* **Task item**: A complete answer lists every line of the entries below where the string "HARMON" appears.

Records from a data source
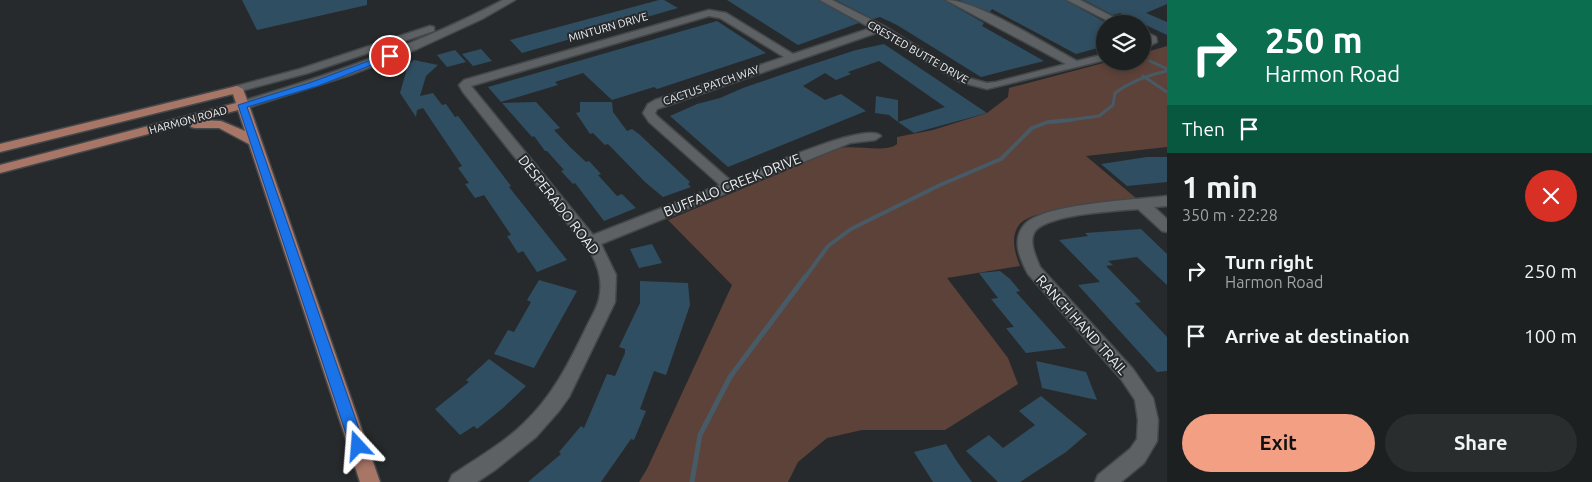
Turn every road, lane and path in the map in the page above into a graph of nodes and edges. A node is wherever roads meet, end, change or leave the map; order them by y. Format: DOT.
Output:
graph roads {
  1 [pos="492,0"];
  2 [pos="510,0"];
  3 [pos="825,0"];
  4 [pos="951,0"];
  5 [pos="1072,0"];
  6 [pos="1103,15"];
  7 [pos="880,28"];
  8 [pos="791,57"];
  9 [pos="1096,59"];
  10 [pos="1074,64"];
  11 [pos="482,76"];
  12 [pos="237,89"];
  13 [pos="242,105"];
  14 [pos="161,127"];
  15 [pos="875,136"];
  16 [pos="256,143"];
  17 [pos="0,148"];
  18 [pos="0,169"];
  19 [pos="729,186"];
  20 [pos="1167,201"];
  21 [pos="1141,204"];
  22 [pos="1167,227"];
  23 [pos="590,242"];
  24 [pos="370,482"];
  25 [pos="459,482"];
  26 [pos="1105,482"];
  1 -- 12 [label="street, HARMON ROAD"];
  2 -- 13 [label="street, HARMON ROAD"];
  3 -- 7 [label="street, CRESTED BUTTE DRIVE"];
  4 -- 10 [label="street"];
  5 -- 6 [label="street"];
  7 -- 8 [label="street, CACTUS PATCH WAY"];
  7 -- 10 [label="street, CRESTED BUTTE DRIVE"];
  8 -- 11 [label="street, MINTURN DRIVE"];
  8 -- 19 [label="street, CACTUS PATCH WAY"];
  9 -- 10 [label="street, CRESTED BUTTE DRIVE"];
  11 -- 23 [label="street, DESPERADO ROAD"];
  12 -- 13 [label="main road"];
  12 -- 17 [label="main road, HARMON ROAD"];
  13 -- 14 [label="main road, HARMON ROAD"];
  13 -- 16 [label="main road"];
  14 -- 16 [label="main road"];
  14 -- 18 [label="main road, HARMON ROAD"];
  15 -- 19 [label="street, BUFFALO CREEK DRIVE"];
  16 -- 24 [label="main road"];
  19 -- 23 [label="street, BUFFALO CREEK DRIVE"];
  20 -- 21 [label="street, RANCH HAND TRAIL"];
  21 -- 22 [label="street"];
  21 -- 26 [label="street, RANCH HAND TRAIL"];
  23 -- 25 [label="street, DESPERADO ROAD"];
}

* **Problem solution**:
  1 -- 12 [label="street, HARMON ROAD"];
  2 -- 13 [label="street, HARMON ROAD"];
  12 -- 17 [label="main road, HARMON ROAD"];
  13 -- 14 [label="main road, HARMON ROAD"];
  14 -- 18 [label="main road, HARMON ROAD"];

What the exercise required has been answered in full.